Three AI-generated web applications from ProjectDiscovery's Vibe-Coding research. Benchmark for comparing AI security scanners against Neo (ProjectDiscovery's AI scanner). 74 confirmed vulnerabilities across 3 apps, each built with a different AI coding tool and tech stack.

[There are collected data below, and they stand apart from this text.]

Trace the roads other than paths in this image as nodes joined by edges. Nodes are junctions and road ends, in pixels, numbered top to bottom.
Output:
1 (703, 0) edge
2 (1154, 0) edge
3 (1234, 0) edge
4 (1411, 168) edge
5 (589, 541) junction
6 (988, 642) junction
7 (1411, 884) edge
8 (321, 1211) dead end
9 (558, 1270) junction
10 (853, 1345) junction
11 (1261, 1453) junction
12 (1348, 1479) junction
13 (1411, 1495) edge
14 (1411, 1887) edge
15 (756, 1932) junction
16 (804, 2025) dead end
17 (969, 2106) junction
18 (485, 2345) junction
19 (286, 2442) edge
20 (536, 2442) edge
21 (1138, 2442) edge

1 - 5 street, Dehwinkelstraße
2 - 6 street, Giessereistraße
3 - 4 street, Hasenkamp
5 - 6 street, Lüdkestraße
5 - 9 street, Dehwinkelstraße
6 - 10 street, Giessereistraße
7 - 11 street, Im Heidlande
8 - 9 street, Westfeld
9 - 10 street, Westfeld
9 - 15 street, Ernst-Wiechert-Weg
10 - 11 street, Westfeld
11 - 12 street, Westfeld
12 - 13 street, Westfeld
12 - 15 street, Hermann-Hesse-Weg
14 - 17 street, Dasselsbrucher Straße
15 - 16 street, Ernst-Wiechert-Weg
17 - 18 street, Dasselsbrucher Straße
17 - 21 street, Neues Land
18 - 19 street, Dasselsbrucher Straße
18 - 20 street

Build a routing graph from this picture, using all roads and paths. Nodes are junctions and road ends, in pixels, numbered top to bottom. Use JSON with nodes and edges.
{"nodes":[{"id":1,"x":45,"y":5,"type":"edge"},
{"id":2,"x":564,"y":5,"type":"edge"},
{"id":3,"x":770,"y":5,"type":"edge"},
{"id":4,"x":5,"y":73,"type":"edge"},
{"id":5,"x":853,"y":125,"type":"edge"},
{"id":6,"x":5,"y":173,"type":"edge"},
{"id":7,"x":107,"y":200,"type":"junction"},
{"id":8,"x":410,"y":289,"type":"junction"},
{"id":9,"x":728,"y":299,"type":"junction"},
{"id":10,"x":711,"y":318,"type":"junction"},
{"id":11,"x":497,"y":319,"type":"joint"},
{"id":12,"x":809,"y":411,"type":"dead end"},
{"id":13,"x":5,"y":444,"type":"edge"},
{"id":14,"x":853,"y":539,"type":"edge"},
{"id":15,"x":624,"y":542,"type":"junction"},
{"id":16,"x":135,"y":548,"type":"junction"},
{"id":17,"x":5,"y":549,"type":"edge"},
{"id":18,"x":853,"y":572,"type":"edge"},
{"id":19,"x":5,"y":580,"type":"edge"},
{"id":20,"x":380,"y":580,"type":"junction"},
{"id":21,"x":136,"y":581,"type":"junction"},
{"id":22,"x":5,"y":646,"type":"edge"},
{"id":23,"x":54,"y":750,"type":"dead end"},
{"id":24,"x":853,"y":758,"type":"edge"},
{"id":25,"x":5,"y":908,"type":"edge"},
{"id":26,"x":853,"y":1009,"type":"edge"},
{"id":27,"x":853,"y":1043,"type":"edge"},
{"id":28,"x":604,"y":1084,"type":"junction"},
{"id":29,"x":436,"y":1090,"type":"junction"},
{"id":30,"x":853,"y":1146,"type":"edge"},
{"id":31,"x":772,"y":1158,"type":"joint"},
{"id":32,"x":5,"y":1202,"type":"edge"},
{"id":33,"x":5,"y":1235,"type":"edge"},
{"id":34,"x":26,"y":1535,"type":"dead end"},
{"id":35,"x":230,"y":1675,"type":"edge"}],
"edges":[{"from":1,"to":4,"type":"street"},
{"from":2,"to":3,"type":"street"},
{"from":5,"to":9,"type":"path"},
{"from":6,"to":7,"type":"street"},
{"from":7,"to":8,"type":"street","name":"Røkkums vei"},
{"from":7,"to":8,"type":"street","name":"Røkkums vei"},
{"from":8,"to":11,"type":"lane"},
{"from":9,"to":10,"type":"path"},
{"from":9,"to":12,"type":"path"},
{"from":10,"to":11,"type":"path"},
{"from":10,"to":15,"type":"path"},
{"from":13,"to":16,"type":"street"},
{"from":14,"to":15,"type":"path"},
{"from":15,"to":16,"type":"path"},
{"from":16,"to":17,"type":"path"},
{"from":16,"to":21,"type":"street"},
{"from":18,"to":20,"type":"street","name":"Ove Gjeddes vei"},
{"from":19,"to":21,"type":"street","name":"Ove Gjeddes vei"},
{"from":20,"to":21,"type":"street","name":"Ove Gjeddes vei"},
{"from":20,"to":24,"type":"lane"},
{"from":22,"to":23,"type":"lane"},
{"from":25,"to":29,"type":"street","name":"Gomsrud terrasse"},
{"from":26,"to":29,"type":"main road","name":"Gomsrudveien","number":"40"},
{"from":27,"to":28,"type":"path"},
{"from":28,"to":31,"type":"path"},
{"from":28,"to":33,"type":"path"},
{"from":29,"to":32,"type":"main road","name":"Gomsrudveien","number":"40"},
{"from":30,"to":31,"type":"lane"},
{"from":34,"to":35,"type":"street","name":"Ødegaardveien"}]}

App Domain Stack Built with LOC Vulns Port
VaultBank Banking React 18, FastAPI, SQLAlchemy, JWT, PostgreSQL Claude Code (Sonnet 4.6) 10,470 30 8101
MedPortal Healthcare Next.js 14, Prisma, PostgreSQL, NextAuth.js Codex (gpt-5-codex) 4,528 20 8102
ClaimFlow Insurance SvelteKit, Drizzle ORM, SQLite, Custom Auth Cursor 12,368 24 8103

Roles per App

App Roles (5 each)
VaultBank Admin, Branch Manager, Compliance Officer, Teller, Customer
MedPortal Admin, Doctor, Nurse, Lab Technician, Patient
ClaimFlow Admin, Underwriter, Adjuster, Agent/Broker, Policyholder

Vulnerability Distribution

Severity VaultBank MedPortal ClaimFlow Total
Critical 6 0 2 8
High 3 6 4 13
Medium 6 1 9 16
Low 13 7 5 25
Info 2 6 4 12
Total 30 20 24 74

Neo Baseline (ProjectDiscovery)

Metric Neo Claude (PD) Snyk Invicti
True Positives 66/74 41/74 0/74 10/74
False Positives 5 24 5 10
Precision 93% 63% 0% 50%
Critical+High 21/21 13/21 0/21 0/21

BeDefended Results (2026-03-24)

Metric BeDefended (blind) Neo Delta
True Positives 61/74 66/74 -5
False Positives 8 5 +3
Precision 88.4% 93.0% -4.6pp
Extra vulns (outside 74) 8 0 +8
Total real vulns found 69 66 +3

Per-app breakdown (first blind run):

App BeDefended Neo Delta
VaultBank 23/30 27/30 -4
MedPortal 17/20 17/20 0 (tied)
ClaimFlow 21/24 22/24 -1

Key Vulnerability Categories Found

Category Examples
Business Logic Self-deposit money creation, dispute refund bypass, race condition double-spend, unlimited loan amounts
Broken Access Control IDOR on patient records, cross-user dispute filing, manager cross-branch freeze, body-param IDOR
Authentication Hardcoded JWT secret, JWT reuse after logout, weak password policy, no account lockout
Mass Assignment Prisma/Drizzle raw body to ORM update, role escalation via user update
Information Disclosure Password hash exposure via ORM, staff user IDs in responses, server version
Cryptographic Failures SHA-256 with hardcoded salt, missing HSTS
File Upload Unrestricted MIME types on dispute evidence and message attachments

Running the Benchmark

/pentest-neo --all                    # All 3 apps sequentially
/pentest-neo vaultbank                # Single app
/pentest-neo vaultbank --code-only    # White-box only
/pentest-neo vaultbank --dynamic-only # Black-box only

Scoring

python evals/labs/vibeapps-scorer.py engagements/<dir> --app all --html --save

Scorer features: App filtering by App: tag, global optimal matching (score matrix), CWE family matching, stem-aware keyword matching. Compares vs Neo baseline automatically.